**What is being asked:** Copy out every line holding the string "Çatalay" from the records below.

Stored data
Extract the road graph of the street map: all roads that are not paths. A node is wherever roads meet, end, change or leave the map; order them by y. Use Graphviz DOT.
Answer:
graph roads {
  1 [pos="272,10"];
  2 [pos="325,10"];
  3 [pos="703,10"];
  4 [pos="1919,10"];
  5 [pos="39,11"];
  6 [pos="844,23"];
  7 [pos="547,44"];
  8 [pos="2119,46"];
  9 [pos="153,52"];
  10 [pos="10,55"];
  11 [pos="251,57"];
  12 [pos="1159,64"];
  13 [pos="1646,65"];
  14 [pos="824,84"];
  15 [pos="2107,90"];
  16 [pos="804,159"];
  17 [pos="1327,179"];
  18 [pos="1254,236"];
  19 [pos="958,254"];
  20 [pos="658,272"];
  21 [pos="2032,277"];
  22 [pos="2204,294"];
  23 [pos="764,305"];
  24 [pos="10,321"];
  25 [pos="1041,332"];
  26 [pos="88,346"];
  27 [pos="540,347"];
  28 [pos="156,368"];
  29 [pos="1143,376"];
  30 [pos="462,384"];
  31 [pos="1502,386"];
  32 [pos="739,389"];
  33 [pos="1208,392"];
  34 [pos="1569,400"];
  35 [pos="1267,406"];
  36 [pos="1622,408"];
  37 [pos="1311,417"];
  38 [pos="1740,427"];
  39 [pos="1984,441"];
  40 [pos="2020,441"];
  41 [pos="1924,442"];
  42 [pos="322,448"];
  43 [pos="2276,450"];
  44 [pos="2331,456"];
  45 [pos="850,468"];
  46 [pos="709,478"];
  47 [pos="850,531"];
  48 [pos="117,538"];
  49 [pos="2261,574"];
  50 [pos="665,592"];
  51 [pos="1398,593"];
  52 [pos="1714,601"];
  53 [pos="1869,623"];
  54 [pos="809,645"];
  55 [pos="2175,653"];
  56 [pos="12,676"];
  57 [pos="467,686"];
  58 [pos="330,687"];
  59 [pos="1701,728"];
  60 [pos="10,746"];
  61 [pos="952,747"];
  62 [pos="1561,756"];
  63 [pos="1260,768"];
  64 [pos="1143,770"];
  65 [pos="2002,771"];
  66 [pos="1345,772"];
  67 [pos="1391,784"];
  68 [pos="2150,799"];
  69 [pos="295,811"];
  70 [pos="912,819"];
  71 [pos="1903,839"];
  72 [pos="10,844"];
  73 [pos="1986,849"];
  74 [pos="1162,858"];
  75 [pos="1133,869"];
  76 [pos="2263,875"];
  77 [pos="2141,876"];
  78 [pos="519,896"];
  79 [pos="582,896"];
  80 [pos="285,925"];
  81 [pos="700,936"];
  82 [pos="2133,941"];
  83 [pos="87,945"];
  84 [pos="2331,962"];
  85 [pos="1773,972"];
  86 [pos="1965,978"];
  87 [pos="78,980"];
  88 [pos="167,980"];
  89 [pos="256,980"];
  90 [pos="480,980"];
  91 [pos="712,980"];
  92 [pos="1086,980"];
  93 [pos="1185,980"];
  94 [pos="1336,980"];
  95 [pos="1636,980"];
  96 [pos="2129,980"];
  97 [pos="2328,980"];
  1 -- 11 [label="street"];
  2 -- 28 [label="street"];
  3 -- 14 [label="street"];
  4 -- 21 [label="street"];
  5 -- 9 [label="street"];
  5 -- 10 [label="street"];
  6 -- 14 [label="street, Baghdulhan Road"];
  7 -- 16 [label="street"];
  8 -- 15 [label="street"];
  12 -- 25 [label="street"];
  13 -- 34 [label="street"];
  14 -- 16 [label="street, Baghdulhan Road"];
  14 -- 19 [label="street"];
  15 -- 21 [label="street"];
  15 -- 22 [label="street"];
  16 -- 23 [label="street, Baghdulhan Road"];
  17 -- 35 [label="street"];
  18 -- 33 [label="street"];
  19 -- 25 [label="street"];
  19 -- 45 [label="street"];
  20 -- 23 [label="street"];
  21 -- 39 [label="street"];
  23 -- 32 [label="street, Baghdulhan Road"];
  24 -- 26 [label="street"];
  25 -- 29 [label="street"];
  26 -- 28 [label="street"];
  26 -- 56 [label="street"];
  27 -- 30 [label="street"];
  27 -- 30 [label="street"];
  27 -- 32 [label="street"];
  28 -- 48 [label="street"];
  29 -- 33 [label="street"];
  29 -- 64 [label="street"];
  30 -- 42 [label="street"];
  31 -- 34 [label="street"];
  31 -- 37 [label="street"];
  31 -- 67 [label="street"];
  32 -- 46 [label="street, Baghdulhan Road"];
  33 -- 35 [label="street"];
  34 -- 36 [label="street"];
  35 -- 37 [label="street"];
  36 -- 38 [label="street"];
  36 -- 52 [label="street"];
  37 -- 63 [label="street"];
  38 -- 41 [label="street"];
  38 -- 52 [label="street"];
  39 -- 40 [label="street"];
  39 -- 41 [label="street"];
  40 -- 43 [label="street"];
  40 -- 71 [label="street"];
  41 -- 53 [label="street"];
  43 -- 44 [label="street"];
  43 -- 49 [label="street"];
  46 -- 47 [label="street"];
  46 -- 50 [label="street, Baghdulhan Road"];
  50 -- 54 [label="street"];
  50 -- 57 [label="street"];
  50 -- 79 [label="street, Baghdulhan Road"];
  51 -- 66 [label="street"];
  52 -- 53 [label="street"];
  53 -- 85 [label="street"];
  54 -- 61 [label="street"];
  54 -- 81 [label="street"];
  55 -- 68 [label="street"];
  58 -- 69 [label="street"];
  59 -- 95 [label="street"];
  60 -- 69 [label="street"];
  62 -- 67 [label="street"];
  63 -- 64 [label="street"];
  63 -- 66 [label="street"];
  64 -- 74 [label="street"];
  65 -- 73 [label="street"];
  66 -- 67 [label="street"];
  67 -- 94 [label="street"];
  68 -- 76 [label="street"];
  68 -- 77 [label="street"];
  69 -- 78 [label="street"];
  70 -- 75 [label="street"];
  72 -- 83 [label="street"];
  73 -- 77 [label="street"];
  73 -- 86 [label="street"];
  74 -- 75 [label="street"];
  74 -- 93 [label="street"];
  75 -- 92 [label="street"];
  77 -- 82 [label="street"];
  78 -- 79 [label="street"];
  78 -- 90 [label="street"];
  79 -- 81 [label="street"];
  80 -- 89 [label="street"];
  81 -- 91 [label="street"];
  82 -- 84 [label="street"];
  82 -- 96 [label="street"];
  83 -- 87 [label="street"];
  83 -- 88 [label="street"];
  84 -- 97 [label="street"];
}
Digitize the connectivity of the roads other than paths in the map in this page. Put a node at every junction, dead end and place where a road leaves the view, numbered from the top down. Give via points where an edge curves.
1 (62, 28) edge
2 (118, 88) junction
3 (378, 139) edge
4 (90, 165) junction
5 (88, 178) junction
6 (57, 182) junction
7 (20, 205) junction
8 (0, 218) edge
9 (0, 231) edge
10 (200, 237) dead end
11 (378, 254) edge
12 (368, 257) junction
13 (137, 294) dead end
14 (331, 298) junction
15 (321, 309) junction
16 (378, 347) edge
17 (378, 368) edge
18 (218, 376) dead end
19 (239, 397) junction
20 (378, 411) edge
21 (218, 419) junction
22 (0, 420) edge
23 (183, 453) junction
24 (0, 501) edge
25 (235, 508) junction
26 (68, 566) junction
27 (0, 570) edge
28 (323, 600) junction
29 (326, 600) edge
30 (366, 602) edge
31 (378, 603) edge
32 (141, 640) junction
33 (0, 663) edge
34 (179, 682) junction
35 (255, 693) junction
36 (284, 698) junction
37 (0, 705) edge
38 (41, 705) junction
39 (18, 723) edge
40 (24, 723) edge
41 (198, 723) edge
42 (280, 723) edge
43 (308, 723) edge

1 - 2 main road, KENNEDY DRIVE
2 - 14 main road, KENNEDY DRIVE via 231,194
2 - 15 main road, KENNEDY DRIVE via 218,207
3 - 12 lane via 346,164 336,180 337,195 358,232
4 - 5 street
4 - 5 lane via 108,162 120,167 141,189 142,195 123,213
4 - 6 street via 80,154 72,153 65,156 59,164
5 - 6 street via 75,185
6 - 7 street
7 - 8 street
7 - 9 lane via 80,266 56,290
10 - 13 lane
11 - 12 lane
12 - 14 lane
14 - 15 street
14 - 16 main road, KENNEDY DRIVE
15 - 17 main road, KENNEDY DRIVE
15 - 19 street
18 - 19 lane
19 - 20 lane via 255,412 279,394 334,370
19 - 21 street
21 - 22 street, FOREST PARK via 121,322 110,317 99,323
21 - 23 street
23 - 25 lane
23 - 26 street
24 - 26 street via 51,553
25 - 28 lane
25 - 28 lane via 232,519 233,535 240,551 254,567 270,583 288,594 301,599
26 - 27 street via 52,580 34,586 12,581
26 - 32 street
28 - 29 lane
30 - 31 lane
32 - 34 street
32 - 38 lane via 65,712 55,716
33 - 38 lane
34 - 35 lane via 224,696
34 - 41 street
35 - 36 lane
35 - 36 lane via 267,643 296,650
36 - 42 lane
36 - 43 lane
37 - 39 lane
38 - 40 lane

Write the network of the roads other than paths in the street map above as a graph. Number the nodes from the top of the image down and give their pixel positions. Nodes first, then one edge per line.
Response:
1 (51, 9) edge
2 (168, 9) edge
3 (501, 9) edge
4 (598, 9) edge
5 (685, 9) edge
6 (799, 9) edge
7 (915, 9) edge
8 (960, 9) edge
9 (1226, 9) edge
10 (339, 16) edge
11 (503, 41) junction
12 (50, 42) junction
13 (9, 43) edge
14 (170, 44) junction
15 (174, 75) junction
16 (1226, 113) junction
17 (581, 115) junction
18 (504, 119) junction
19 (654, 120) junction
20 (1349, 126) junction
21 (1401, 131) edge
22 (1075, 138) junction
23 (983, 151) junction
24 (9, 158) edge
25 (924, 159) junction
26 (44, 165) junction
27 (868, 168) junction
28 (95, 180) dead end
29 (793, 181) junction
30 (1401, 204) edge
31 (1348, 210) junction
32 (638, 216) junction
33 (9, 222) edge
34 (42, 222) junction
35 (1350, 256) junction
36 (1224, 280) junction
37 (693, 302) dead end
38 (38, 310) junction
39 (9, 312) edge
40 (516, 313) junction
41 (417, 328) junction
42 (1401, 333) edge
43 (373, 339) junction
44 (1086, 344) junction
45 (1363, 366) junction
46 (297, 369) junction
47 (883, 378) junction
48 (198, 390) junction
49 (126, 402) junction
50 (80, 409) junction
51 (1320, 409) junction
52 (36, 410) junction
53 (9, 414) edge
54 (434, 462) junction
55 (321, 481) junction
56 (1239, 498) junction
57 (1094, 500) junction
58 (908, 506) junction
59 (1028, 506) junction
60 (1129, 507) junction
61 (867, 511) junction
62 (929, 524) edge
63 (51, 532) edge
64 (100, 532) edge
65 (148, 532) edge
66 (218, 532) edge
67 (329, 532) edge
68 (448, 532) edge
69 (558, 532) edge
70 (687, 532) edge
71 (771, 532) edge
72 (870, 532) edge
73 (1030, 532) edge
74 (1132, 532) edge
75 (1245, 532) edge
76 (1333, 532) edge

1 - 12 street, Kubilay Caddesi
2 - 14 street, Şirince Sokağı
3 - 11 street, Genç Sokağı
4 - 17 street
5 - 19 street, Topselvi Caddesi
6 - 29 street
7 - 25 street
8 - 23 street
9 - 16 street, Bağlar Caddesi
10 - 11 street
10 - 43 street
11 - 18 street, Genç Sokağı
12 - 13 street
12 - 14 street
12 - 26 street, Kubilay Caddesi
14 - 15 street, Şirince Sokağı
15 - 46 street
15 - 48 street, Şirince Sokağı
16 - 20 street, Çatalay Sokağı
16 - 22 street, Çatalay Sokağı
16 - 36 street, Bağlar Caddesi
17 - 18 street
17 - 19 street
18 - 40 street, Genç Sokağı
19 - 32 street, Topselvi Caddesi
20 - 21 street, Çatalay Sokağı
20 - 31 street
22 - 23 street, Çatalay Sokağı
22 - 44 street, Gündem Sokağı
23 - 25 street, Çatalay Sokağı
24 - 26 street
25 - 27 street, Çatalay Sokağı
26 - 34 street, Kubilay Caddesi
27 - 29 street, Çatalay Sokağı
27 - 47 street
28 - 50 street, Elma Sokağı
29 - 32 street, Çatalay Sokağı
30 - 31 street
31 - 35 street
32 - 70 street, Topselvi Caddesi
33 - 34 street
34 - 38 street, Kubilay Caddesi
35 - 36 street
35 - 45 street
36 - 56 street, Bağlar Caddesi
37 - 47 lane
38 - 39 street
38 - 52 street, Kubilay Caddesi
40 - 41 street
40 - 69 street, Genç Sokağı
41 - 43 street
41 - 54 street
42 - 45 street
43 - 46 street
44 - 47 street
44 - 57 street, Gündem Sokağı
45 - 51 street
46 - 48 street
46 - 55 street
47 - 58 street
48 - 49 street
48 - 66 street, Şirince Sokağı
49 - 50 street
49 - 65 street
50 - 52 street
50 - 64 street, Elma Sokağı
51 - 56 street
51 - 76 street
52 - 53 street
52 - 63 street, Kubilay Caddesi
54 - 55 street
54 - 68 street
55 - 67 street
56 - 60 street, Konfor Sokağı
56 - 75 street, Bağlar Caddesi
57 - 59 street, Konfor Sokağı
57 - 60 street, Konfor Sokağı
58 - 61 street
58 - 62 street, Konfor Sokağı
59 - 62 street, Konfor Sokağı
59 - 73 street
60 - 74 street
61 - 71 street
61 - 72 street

**Completed task:**
16 - 20 street, Çatalay Sokağı
16 - 22 street, Çatalay Sokağı
20 - 21 street, Çatalay Sokağı
22 - 23 street, Çatalay Sokağı
23 - 25 street, Çatalay Sokağı
25 - 27 street, Çatalay Sokağı
27 - 29 street, Çatalay Sokağı
29 - 32 street, Çatalay Sokağı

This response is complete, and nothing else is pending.